Task details> Count the lines below that contain the word "tools" and give only that number.

- Opening Delimiter -

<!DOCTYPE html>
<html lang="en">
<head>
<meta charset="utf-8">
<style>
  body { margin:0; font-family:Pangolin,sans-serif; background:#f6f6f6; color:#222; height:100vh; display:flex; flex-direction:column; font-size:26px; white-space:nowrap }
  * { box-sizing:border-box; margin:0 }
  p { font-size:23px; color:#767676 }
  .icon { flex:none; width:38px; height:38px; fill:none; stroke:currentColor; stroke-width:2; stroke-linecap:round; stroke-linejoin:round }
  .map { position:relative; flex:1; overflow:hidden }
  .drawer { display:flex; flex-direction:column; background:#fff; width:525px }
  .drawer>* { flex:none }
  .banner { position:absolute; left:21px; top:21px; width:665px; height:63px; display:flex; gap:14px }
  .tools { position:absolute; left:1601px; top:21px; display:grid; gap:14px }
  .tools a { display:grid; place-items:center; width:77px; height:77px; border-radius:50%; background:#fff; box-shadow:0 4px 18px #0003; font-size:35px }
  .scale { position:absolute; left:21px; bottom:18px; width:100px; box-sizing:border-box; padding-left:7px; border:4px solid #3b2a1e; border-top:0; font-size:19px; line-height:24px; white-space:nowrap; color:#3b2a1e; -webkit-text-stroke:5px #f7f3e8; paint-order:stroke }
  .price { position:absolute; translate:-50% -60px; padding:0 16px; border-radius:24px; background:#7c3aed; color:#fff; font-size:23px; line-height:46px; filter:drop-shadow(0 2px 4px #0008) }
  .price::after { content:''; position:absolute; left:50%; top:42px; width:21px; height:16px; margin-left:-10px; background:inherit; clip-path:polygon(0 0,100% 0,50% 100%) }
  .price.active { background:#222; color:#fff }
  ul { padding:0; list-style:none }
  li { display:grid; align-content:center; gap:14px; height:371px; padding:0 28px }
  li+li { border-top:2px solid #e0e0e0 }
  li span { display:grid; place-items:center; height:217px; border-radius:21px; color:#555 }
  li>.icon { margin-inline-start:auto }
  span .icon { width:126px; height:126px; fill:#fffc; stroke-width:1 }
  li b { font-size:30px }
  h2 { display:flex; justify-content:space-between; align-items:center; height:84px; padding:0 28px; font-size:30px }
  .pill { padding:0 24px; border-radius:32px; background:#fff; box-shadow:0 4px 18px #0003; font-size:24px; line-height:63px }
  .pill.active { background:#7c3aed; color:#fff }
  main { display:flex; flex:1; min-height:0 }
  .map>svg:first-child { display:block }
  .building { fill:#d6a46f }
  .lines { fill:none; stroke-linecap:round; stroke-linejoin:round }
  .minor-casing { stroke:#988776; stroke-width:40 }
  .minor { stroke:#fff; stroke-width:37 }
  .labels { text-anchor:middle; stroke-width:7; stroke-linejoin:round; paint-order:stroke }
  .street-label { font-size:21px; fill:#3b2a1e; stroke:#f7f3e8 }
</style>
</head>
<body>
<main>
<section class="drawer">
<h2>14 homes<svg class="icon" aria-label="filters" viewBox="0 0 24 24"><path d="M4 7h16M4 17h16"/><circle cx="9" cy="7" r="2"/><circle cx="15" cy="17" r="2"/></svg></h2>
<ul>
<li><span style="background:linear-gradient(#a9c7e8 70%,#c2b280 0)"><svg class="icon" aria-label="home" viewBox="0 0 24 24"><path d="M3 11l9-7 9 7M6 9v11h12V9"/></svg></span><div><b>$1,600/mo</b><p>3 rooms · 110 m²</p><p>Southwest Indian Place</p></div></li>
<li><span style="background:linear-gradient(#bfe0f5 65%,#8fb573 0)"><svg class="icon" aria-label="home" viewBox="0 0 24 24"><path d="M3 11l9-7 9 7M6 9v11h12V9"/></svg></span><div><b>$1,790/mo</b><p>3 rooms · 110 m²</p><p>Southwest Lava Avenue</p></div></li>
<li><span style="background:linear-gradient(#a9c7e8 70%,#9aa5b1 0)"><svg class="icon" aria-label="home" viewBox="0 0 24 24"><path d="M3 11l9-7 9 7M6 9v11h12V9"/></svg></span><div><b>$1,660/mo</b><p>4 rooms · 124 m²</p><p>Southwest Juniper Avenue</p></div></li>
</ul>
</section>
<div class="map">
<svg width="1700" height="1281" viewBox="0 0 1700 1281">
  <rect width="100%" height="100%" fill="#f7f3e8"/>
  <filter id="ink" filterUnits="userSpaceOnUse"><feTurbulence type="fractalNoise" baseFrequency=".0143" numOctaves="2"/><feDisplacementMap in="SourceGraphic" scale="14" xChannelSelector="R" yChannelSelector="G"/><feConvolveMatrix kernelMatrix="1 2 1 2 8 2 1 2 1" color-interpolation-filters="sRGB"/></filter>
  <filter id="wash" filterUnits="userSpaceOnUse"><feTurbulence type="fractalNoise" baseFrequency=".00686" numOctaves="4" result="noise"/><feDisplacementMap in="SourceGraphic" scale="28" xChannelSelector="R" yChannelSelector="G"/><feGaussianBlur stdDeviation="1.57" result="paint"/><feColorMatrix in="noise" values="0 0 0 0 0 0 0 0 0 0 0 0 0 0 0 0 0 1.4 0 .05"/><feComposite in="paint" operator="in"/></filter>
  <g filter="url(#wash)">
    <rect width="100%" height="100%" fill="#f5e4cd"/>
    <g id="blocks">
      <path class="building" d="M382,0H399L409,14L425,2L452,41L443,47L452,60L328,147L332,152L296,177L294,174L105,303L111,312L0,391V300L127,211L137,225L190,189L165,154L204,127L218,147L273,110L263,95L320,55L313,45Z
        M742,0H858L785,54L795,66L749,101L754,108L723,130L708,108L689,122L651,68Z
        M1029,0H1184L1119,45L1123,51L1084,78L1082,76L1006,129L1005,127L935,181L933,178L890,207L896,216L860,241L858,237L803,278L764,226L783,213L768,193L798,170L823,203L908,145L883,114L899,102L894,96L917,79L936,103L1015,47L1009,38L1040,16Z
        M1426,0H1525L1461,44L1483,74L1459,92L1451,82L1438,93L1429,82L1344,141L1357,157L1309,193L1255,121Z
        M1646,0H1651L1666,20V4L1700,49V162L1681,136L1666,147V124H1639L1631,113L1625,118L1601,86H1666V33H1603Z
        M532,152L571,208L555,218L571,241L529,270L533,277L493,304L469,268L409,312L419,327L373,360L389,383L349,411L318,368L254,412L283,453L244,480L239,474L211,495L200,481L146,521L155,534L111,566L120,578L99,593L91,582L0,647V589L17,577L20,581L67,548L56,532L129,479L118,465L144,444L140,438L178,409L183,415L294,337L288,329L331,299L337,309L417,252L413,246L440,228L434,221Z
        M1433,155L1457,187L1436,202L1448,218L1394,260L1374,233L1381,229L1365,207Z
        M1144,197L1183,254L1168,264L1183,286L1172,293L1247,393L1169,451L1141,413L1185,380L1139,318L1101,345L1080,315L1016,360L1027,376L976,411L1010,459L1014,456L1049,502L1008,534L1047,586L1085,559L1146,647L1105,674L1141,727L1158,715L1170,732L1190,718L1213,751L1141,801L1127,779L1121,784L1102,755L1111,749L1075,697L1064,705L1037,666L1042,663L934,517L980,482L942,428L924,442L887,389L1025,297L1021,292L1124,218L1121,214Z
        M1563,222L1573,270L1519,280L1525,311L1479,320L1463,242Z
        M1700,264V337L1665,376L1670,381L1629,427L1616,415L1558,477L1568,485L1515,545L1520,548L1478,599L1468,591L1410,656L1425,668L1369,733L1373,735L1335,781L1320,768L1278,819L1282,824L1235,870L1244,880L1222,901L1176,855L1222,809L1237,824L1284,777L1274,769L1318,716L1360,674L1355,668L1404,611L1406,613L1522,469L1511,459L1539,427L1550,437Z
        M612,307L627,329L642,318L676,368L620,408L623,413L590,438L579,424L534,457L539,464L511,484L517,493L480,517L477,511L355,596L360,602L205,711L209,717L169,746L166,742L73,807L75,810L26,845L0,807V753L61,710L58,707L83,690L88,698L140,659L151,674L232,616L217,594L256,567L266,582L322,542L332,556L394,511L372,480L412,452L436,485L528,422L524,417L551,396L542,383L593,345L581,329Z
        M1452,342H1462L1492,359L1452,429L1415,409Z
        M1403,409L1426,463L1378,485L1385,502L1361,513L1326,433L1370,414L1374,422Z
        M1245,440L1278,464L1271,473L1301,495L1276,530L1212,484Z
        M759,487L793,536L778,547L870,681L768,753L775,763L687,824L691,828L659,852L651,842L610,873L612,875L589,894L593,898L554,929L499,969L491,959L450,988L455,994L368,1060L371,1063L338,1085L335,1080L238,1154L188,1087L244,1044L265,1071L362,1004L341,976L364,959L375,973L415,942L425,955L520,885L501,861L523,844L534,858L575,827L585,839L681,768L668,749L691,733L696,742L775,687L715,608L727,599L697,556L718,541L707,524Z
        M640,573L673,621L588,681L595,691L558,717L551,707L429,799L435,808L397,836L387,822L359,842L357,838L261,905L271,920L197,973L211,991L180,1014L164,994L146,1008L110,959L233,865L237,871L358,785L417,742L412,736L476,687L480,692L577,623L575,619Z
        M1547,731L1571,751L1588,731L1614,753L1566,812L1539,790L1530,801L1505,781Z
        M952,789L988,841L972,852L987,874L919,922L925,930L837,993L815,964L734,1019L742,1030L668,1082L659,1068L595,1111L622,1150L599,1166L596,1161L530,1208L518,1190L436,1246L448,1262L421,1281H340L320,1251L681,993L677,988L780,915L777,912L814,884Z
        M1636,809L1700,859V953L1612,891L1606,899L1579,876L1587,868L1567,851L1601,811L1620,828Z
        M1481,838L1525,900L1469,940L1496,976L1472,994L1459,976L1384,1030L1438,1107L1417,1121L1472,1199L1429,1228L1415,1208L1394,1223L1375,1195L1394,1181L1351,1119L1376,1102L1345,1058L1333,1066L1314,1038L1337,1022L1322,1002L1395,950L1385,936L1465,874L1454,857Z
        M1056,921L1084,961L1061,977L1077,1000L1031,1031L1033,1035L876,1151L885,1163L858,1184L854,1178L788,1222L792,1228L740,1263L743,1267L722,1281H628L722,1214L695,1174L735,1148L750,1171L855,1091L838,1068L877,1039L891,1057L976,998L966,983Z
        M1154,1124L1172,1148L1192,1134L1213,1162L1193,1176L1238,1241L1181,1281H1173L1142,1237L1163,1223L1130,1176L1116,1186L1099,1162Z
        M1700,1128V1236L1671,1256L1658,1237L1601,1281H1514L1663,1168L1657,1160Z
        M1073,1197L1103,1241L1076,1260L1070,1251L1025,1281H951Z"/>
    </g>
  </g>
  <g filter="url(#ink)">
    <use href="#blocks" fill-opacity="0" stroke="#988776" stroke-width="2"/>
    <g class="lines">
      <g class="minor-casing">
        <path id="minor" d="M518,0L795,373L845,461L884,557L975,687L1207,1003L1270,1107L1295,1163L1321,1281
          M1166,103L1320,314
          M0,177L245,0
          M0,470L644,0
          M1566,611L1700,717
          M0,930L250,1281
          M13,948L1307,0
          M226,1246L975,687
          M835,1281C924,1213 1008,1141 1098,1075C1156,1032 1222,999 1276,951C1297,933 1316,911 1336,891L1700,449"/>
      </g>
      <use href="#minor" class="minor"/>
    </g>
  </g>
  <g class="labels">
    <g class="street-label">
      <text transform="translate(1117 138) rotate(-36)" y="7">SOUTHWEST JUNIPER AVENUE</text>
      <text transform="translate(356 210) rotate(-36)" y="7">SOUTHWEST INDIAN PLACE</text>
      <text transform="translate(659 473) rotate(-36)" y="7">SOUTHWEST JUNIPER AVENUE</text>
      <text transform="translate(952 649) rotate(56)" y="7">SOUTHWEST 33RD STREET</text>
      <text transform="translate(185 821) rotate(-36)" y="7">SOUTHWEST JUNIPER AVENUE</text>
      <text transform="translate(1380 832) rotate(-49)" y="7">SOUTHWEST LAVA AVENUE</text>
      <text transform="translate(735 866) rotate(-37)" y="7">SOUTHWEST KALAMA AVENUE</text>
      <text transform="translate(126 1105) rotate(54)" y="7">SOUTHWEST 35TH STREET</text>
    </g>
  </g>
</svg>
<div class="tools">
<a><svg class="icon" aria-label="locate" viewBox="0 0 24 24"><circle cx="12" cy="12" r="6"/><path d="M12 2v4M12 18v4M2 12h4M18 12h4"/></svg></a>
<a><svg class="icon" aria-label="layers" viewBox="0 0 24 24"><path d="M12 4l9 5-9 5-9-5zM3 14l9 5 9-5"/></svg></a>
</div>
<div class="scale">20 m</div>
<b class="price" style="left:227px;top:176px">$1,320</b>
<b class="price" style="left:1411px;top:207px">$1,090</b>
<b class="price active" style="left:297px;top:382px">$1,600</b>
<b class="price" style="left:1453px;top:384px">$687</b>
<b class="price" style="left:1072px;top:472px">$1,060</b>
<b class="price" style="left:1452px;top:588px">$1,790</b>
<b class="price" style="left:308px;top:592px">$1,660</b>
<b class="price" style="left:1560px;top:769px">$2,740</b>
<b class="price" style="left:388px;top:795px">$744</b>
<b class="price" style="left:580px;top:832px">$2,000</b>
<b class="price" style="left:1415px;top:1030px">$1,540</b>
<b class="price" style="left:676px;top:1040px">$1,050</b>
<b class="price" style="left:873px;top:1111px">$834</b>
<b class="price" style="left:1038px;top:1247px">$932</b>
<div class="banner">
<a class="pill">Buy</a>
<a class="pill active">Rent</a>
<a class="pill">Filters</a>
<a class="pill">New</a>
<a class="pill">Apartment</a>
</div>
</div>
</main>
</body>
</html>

- Closing Delimiter -

Written reply> 3